Collect, Measure, Repeat: Reliability Factors for Responsible AI Data Collection

The rapid entry of machine learning approaches in our daily activities and high-stakes domains demands transparency and scrutiny of their fairness and reliability. To help gauge machine learning models' robustness, research typically focuses on the massive datasets used for their deployment, e.g., creating and maintaining documentation for understanding their origin, process of development, and ethical considerations. However, data collection for AI is still typically a one-off practice, and oftentimes datasets collected for a certain purpose or application are reused for a different problem. Additionally, dataset annotations may not be representative over time, contain ambiguous or erroneous annotations, or be unable to generalize across issues or domains. Recent research has shown these practices might lead to unfair, biased, or inaccurate outcomes. We argue that data collection for AI should be performed in a responsible manner where the quality of the data is thoroughly scrutinized and measured through a systematic set of appropriate metrics. In this paper, we propose a Responsible AI (RAI) methodology designed to guide the data collection with a set of metrics for an iterative in-depth analysis of the factors influencing the quality and reliability} of the generated data. We propose a granular set of measurements to inform on the internal reliability of a dataset and its external stability over time. We validate our approach across nine existing datasets and annotation tasks and four content modalities. This approach impacts the assessment of data robustness used for AI applied in the real world, where diversity of users and content is eminent. Furthermore, it deals with fairness and accountability aspects in data collection by providing systematic and transparent quality analysis for data collections.

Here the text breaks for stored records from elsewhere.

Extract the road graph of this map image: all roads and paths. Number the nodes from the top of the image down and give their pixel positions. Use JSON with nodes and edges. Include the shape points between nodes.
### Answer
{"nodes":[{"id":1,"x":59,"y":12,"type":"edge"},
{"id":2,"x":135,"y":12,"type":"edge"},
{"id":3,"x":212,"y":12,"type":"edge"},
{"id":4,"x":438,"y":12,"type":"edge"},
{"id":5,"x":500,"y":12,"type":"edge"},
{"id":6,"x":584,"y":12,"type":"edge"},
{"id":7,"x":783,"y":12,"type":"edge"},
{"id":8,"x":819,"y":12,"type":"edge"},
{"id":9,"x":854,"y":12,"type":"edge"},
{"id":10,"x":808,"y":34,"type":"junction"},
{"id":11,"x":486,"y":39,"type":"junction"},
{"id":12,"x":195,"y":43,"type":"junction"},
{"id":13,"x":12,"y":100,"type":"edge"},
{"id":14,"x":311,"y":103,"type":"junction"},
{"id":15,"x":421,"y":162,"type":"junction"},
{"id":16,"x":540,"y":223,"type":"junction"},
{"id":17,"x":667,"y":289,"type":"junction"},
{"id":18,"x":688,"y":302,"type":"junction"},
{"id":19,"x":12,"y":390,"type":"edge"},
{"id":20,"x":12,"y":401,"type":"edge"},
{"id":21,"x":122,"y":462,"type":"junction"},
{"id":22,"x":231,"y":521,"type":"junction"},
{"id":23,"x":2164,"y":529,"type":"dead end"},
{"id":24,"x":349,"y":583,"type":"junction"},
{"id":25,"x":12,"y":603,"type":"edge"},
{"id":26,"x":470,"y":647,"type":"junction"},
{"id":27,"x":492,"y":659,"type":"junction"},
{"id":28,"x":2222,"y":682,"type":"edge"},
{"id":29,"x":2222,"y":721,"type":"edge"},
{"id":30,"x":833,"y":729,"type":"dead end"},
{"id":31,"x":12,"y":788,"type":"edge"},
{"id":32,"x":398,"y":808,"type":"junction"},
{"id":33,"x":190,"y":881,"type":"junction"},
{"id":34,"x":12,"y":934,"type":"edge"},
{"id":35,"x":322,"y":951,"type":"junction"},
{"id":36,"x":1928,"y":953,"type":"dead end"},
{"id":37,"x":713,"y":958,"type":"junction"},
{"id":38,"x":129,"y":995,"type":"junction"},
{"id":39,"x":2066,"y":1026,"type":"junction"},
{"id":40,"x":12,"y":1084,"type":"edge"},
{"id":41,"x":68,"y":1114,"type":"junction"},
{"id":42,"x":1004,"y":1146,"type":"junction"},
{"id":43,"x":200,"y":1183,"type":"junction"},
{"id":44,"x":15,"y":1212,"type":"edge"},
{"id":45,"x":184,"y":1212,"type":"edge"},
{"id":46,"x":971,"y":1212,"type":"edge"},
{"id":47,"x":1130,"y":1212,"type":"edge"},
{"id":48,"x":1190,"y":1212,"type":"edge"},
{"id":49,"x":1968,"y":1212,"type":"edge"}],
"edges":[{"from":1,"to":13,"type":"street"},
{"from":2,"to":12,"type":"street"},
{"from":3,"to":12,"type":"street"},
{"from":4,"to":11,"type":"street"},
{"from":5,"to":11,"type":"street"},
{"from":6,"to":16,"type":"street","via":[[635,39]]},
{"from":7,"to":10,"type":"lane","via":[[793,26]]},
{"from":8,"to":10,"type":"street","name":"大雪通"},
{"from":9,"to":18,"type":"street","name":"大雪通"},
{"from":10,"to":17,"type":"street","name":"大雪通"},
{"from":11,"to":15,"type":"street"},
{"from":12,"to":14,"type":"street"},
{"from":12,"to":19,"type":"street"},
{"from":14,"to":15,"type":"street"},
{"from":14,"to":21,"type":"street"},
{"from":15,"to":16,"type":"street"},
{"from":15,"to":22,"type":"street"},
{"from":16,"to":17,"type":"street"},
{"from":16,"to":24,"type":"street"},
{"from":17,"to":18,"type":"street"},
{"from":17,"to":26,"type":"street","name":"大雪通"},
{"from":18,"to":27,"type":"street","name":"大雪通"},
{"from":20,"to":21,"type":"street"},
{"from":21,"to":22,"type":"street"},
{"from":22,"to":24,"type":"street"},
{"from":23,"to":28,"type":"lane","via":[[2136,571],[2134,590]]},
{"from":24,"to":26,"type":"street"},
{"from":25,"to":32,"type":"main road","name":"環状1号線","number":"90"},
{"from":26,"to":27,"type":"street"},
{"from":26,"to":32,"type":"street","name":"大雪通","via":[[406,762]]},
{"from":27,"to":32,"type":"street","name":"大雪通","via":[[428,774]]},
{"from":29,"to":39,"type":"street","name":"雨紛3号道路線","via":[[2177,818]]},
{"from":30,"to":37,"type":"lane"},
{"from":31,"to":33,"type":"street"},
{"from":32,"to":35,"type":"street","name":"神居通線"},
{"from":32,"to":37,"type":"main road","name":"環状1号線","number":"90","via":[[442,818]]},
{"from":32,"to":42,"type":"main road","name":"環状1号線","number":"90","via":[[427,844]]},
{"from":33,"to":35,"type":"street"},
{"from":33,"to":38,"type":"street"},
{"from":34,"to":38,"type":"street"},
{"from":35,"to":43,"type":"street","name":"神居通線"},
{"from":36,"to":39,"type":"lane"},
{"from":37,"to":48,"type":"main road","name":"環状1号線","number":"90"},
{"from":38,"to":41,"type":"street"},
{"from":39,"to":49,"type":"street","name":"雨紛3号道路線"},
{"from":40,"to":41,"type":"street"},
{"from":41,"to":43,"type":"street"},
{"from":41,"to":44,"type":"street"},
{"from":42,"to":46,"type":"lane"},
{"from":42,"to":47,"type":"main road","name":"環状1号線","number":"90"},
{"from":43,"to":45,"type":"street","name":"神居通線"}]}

翻译：机器学习方法迅速融入日常活动及高风险领域，要求对其公平性与可靠性保持透明并接受审视。为评估机器学习模型的稳健性，研究通常聚焦于部署所用的大规模数据集，例如创建并维护文档以理解其来源、开发流程及伦理考量。然而，当前人工智能的数据采集仍多为一次性实践，且针对特定目的或应用收集的数据集常被复用于不同问题。此外，数据集标注可能随时间推移失去代表性，包含模糊或错误标注，抑或无法跨问题或领域泛化。近年研究表明，此类实践可能导致不公平、有偏见或不准确的结果。我们主张，人工智能的数据采集应以负责任的方式进行，通过一套系统性指标对数据质量进行彻底审视与度量。本文提出一种负责任人工智能（RAI）方法论，旨在通过一组度量指标指导数据采集，对影响生成数据质量与可靠性的因素进行迭代深度分析。我们提出一套细粒度测量方案，以揭示数据集的内部可靠性及其随时间变化的外部稳定性。该方法在九个现有数据集与标注任务、四种内容模态中得到验证。其意义在于，在用户与内容多样性显著的真实世界人工智能应用中，提升了数据稳健性的评估能力。此外，该方法通过提供系统性、透明的数据质量分析，应对数据采集中的公平性与问责性挑战。